◆ Data listing:
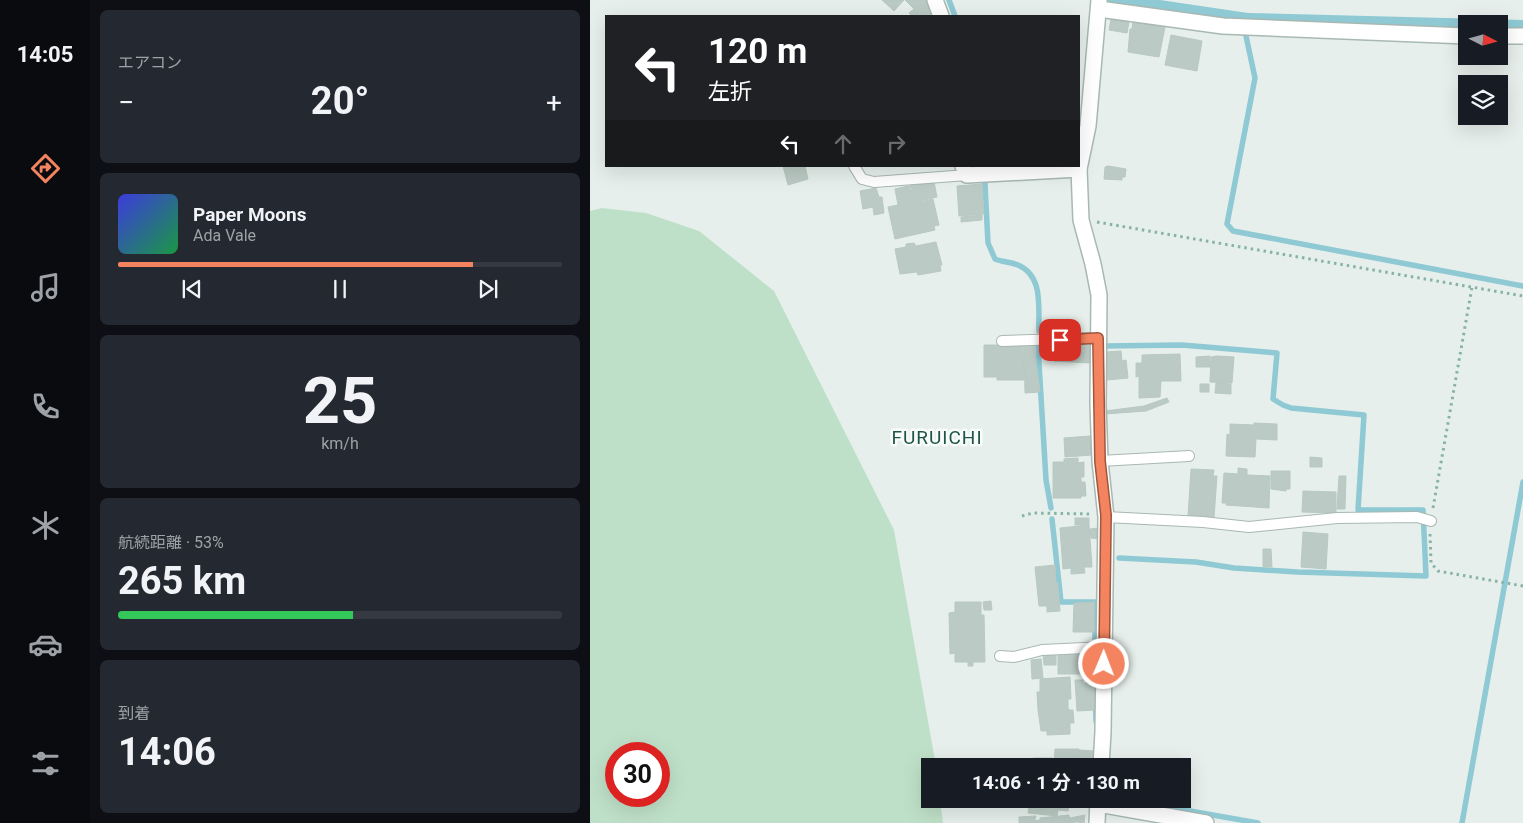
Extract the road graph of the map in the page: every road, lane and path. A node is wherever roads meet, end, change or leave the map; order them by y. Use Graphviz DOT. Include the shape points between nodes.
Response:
graph roads {
  1 [pos="935,0"];
  2 [pos="1099,4"];
  3 [pos="941,15"];
  4 [pos="1458,36"];
  5 [pos="1508,36"];
  6 [pos="1523,36"];
  7 [pos="1080,164"];
  8 [pos="855,167"];
  9 [pos="1079,169"];
  10 [pos="965,171"];
  11 [pos="1081,220"];
  12 [pos="1472,287"];
  13 [pos="1523,296"];
  14 [pos="1098,338"];
  15 [pos="1002,341"];
  16 [pos="1189,456"];
  17 [pos="1100,461"];
  18 [pos="1022,516"];
  19 [pos="1106,516"];
  20 [pos="1431,520"];
  21 [pos="1523,586"];
  22 [pos="1105,647"];
  23 [pos="1000,656"];
  24 [pos="1101,758"];
  25 [pos="1097,808"];
  26 [pos="1129,808"];
  27 [pos="1096,823"];
  28 [pos="1206,823"];
  1 -- 3 [label="street"];
  2 -- 4 [label="street" via="1223,26"];
  2 -- 7 [label="street" via="1088,126"];
  5 -- 6 [label="street"];
  8 -- 10 [label="lane" via="862,179 874,182"];
  9 -- 10 [label="street"];
  9 -- 11 [label="street"];
  11 -- 12 [label="path"];
  11 -- 14 [label="street" via="1099,295"];
  12 -- 13 [label="path"];
  12 -- 20 [label="path"];
  14 -- 15 [label="lane"];
  14 -- 17 [label="street"];
  16 -- 17 [label="lane"];
  17 -- 19 [label="street"];
  18 -- 19 [label="path" via="1033,513"];
  19 -- 20 [label="lane" via="1249,527 1337,518 1417,517"];
  19 -- 22 [label="street"];
  20 -- 21 [label="path" via="1431,563 1438,571"];
  22 -- 23 [label="lane"];
  22 -- 24 [label="street"];
  25 -- 27 [label="street"];
  26 -- 28 [label="street"];
}
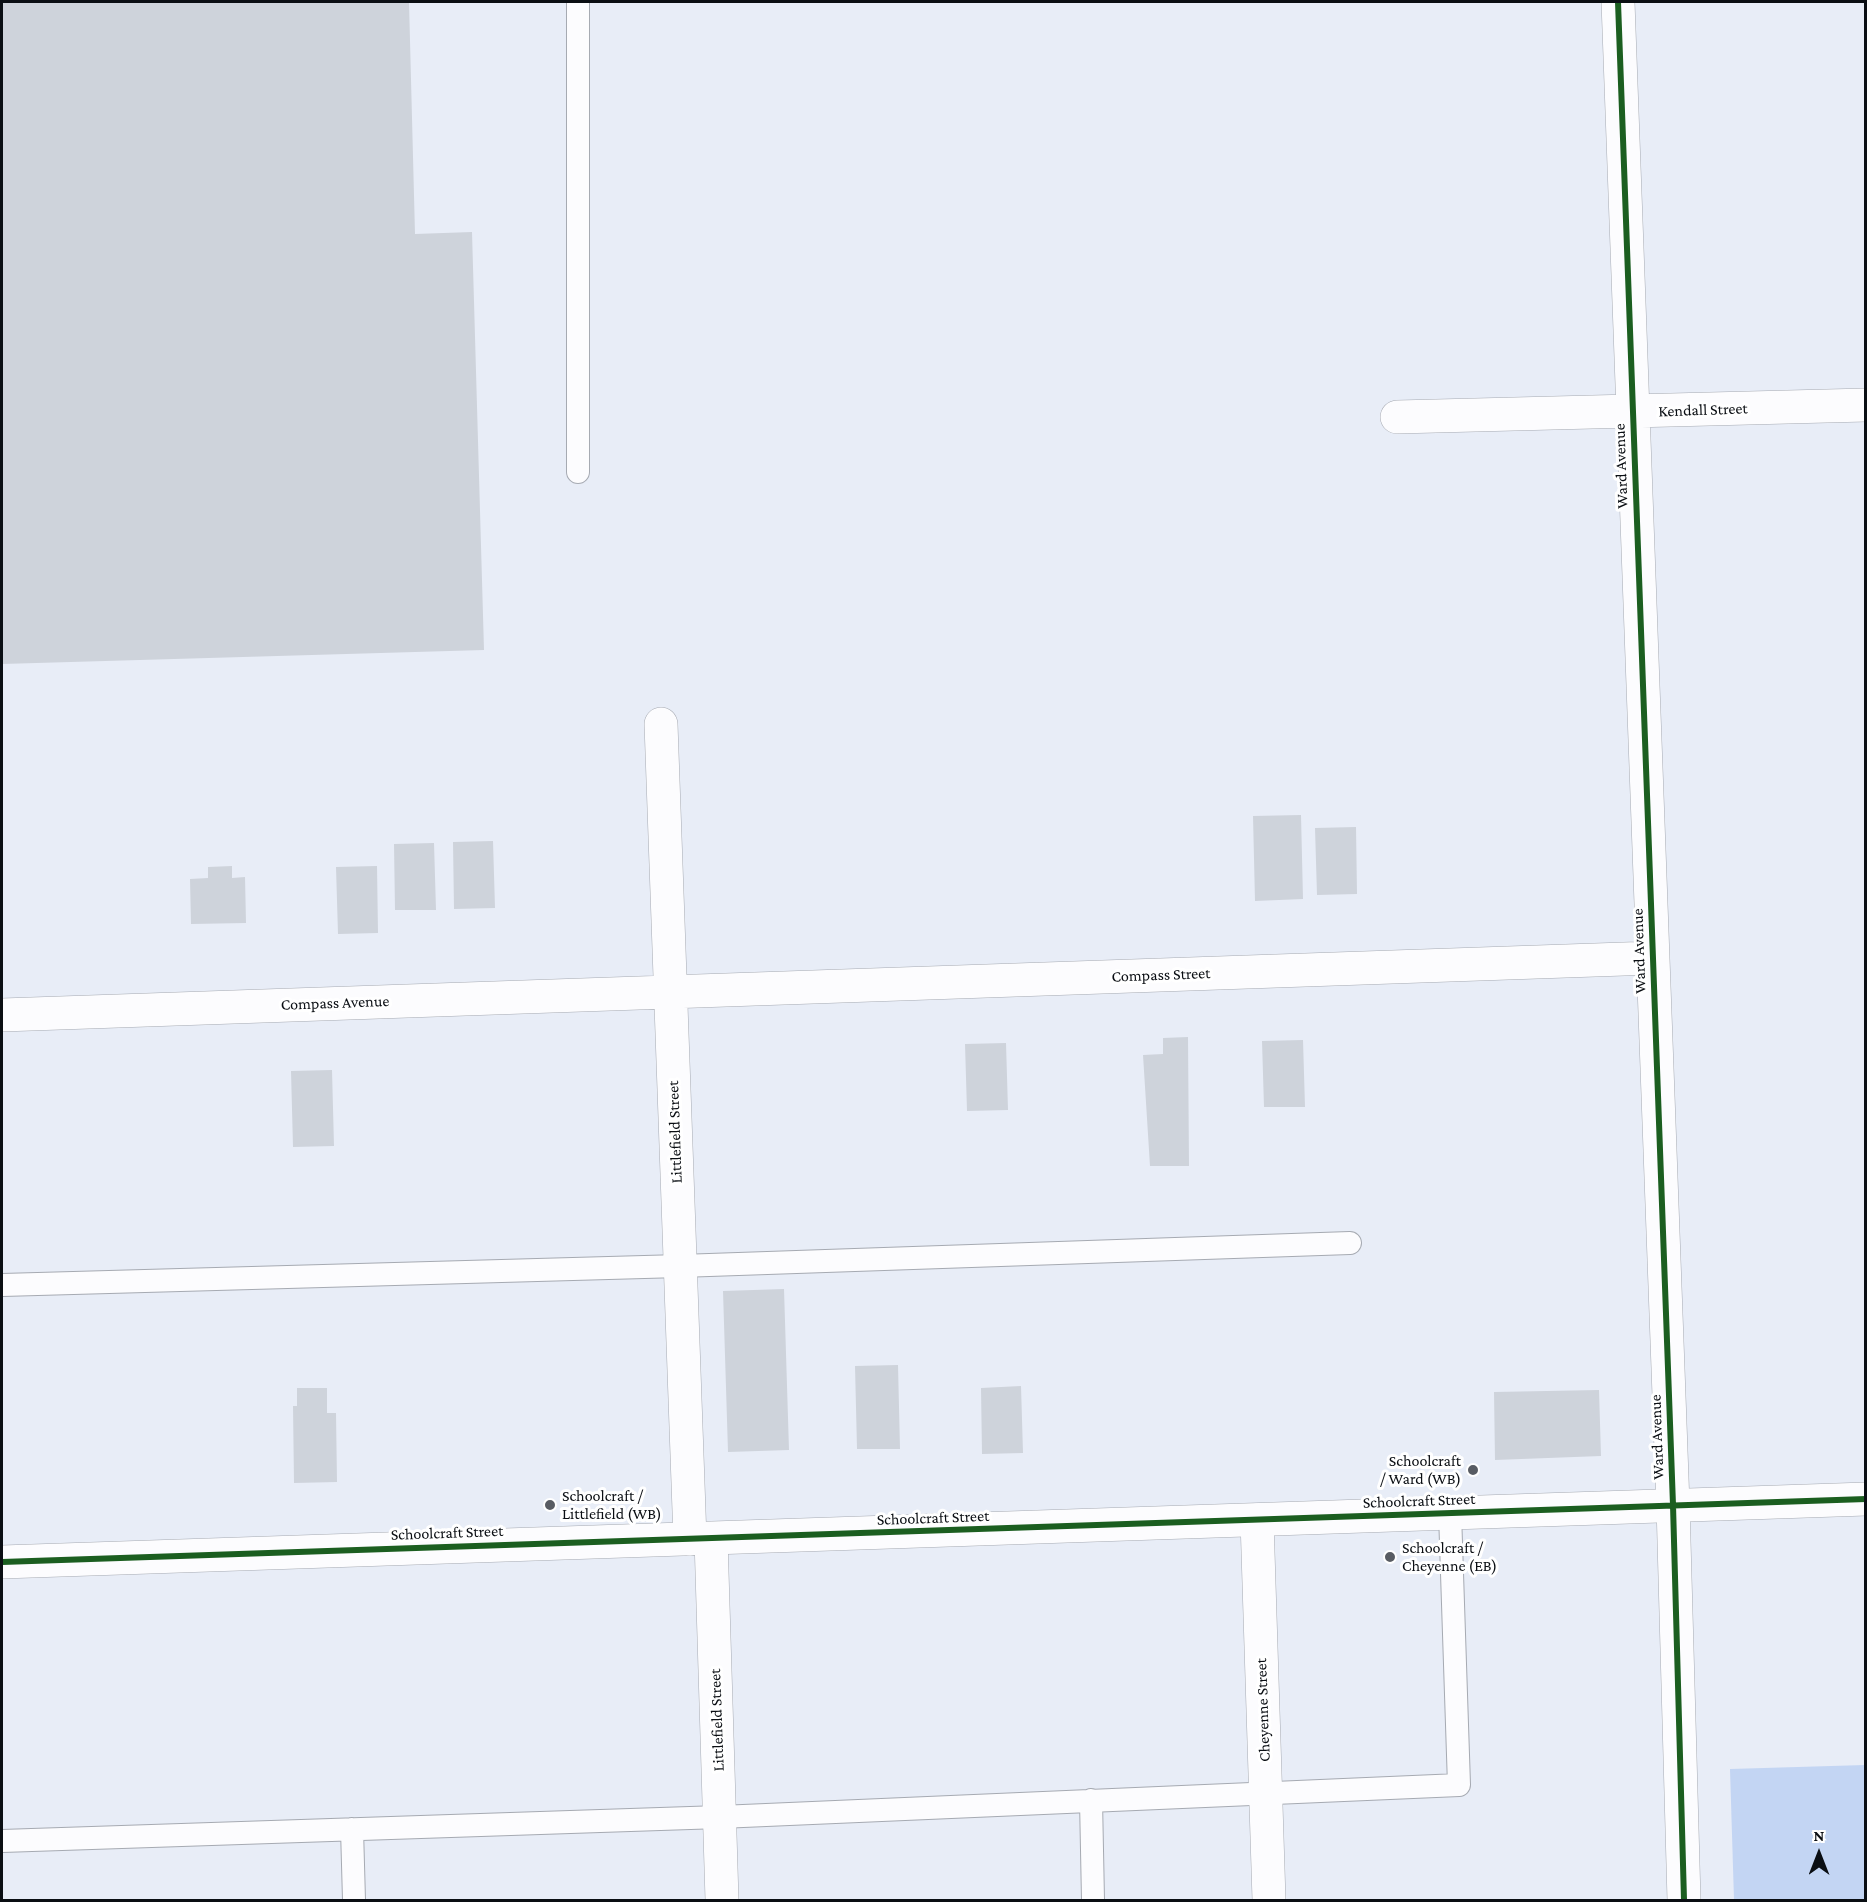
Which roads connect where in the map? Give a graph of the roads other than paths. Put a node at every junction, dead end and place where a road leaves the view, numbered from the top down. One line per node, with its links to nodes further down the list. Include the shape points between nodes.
1 (578, 2): 6 (lane)
2 (1618, 2): 4 (street, Ward Avenue)
3 (1866, 405): 4 (street, Kendall Street)
4 (1633, 412): 5 (street, Kendall Street); 8 (street, Ward Avenue)
5 (1397, 417)
6 (578, 472)
7 (661, 724): 9 (street, Littlefield Street)
8 (1653, 958): 9 (street, Compass Street); 15 (street, Ward Avenue)
9 (669, 992): 10 (street, Compass Avenue); 12 (street, Littlefield Street)
10 (2, 1015)
11 (1350, 1243): 12 (lane)
12 (680, 1266): 13 (lane); 18 (street, Littlefield Street)
13 (2, 1285)
14 (1866, 1499): 15 (street, Schoolcraft Street)
15 (1673, 1505): 16 (street, Schoolcraft Street); 29 (street, Ward Avenue)
16 (1450, 1513): 17 (street, Schoolcraft Street); 20 (lane, via 1459,1785)
17 (1257, 1521): 18 (street, Schoolcraft Street); 20 (street, Cheyenne Street)
18 (701, 1539): 19 (street, Schoolcraft Street); 22 (street, Littlefield Street)
19 (2, 1562)
20 (1266, 1792): 21 (lane); 28 (street, Cheyenne Street)
21 (1091, 1800): 22 (lane); 27 (lane)
22 (720, 1817): 23 (lane); 26 (street, Littlefield Street)
23 (352, 1829): 24 (lane); 25 (lane)
24 (2, 1841)
25 (354, 1900)
26 (722, 1900)
27 (1094, 1900)
28 (1269, 1900)
29 (1684, 1900)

◆ About this task:
From the entries above, output every line exactly and omit any image.

◆ Exercise response:
Extract the road graph of the map in the page: every road, lane and path. A node is wherever roads meet, end, change or leave the map; order them by y. Use Graphviz DOT. Include the shape points between nodes.
Response:
graph roads {
  1 [pos="935,0"];
  2 [pos="1099,4"];
  3 [pos="941,15"];
  4 [pos="1458,36"];
  5 [pos="1508,36"];
  6 [pos="1523,36"];
  7 [pos="1080,164"];
  8 [pos="855,167"];
  9 [pos="1079,169"];
  10 [pos="965,171"];
  11 [pos="1081,220"];
  12 [pos="1472,287"];
  13 [pos="1523,296"];
  14 [pos="1098,338"];
  15 [pos="1002,341"];
  16 [pos="1189,456"];
  17 [pos="1100,461"];
  18 [pos="1022,516"];
  19 [pos="1106,516"];
  20 [pos="1431,520"];
  21 [pos="1523,586"];
  22 [pos="1105,647"];
  23 [pos="1000,656"];
  24 [pos="1101,758"];
  25 [pos="1097,808"];
  26 [pos="1129,808"];
  27 [pos="1096,823"];
  28 [pos="1206,823"];
  1 -- 3 [label="street"];
  2 -- 4 [label="street" via="1223,26"];
  2 -- 7 [label="street" via="1088,126"];
  5 -- 6 [label="street"];
  8 -- 10 [label="lane" via="862,179 874,182"];
  9 -- 10 [label="street"];
  9 -- 11 [label="street"];
  11 -- 12 [label="path"];
  11 -- 14 [label="street" via="1099,295"];
  12 -- 13 [label="path"];
  12 -- 20 [label="path"];
  14 -- 15 [label="lane"];
  14 -- 17 [label="street"];
  16 -- 17 [label="lane"];
  17 -- 19 [label="street"];
  18 -- 19 [label="path" via="1033,513"];
  19 -- 20 [label="lane" via="1249,527 1337,518 1417,517"];
  19 -- 22 [label="street"];
  20 -- 21 [label="path" via="1431,563 1438,571"];
  22 -- 23 [label="lane"];
  22 -- 24 [label="street"];
  25 -- 27 [label="street"];
  26 -- 28 [label="street"];
}
Which roads connect where in the map? Give a graph of the roads other than paths. Put a node at every junction, dead end and place where a road leaves the view, numbered from the top down. One line per node, with its links to nodes further down the list. Include the shape points between nodes.
1 (578, 2): 6 (lane)
2 (1618, 2): 4 (street, Ward Avenue)
3 (1866, 405): 4 (street, Kendall Street)
4 (1633, 412): 5 (street, Kendall Street); 8 (street, Ward Avenue)
5 (1397, 417)
6 (578, 472)
7 (661, 724): 9 (street, Littlefield Street)
8 (1653, 958): 9 (street, Compass Street); 15 (street, Ward Avenue)
9 (669, 992): 10 (street, Compass Avenue); 12 (street, Littlefield Street)
10 (2, 1015)
11 (1350, 1243): 12 (lane)
12 (680, 1266): 13 (lane); 18 (street, Littlefield Street)
13 (2, 1285)
14 (1866, 1499): 15 (street, Schoolcraft Street)
15 (1673, 1505): 16 (street, Schoolcraft Street); 29 (street, Ward Avenue)
16 (1450, 1513): 17 (street, Schoolcraft Street); 20 (lane, via 1459,1785)
17 (1257, 1521): 18 (street, Schoolcraft Street); 20 (street, Cheyenne Street)
18 (701, 1539): 19 (street, Schoolcraft Street); 22 (street, Littlefield Street)
19 (2, 1562)
20 (1266, 1792): 21 (lane); 28 (street, Cheyenne Street)
21 (1091, 1800): 22 (lane); 27 (lane)
22 (720, 1817): 23 (lane); 26 (street, Littlefield Street)
23 (352, 1829): 24 (lane); 25 (lane)
24 (2, 1841)
25 (354, 1900)
26 (722, 1900)
27 (1094, 1900)
28 (1269, 1900)
29 (1684, 1900)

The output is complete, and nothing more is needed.